Calculate (in kg, rounded off to TWO decimal places) the mass of sand required for ONE rectangular vase.  (4)
3.2 The ladies attending the ball will each receive a triangular-shaped gift box. The box is made up of three identical rectangular faces and two identical triangular faces, as shown in the diagrams below. Each box will be covered in gold foil.

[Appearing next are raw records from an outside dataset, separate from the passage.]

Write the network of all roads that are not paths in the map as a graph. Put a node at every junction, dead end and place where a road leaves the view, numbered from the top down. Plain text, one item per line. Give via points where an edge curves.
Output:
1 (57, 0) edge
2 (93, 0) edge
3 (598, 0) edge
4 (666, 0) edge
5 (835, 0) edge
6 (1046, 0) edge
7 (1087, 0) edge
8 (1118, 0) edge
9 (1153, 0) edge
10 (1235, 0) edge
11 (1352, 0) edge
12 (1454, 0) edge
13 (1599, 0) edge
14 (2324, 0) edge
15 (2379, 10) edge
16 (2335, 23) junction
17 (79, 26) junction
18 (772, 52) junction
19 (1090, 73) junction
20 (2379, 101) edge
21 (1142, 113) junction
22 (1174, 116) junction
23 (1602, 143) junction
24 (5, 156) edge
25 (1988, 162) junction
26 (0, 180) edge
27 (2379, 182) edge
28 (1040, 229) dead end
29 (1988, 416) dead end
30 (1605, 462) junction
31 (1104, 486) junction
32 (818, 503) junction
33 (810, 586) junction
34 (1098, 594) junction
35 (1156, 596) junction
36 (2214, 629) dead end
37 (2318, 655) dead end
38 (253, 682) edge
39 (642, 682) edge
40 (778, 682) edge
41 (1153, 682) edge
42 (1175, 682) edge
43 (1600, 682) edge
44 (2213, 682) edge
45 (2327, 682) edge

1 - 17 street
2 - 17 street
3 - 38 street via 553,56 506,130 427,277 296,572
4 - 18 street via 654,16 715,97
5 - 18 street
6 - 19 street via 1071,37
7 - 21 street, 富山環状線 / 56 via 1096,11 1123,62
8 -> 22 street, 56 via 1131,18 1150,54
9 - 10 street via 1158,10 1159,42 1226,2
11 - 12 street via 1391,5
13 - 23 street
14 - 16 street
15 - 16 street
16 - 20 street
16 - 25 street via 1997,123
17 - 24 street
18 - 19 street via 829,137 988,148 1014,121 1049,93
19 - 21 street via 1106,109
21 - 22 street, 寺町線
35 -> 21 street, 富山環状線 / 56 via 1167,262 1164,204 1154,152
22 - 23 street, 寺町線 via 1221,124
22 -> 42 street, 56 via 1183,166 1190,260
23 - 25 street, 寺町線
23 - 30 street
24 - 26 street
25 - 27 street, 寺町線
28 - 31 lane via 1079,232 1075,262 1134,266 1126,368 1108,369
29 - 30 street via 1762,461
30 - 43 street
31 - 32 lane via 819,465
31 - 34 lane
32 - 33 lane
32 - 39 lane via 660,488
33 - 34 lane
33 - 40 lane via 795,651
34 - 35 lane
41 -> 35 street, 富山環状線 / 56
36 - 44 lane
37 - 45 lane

Dimensions of rectangular faces:

• Length (/) = 6 cm
• Width (w) = 4 cm

Dimensions of triangular faces:

• Base (b) = 4 cm
• Height (h) = 3,464 cm

3.2.1 Calculate (in cm2) the area of ONE triangular face of the gift box. You may use the following formula:
Area of a triangle = ½ x base x height (3)
3.2.2 Hence, determine the total surface area (in cm2) of the box. You may use the following formula:
Total surface area of a triangular prism
= 2 x (area of triangular face)   + 3 x length x width (4)
3.2.3  It takes 30 minutes to cover 20 boxes with foil.
Calculate (in seconds) the average time it will take to cover ONE box with foil. (2)
[21]

QUESTION 4
4.1 ANNEXURE B shows a route map and information regarding  the 42,2 km 2017 Cape Town Marathon.
Use ANNEXURE B to answer the questions that follow.
4.1.1 Name the type of scale used for the route map.
4.1.2 What type of view is represented on this route map?
4.1.3 Name the general direction of the Groote Schuur Hospital (Tourist Attraction 10) from the starting point of the marathon.
4.1.4 Determine the exact number of medical help points located on the route.
4.1.5 Identify the suburbs in the vicinity of the halfway mark.
4.1.6 Identify the tourist attractions indicated on the map between the 15 km mark and the 20 km mark.
4.2 The diagrams below show a set of labelled assembly instructions (not in order of assembly) to build a toy car with Lego blocks.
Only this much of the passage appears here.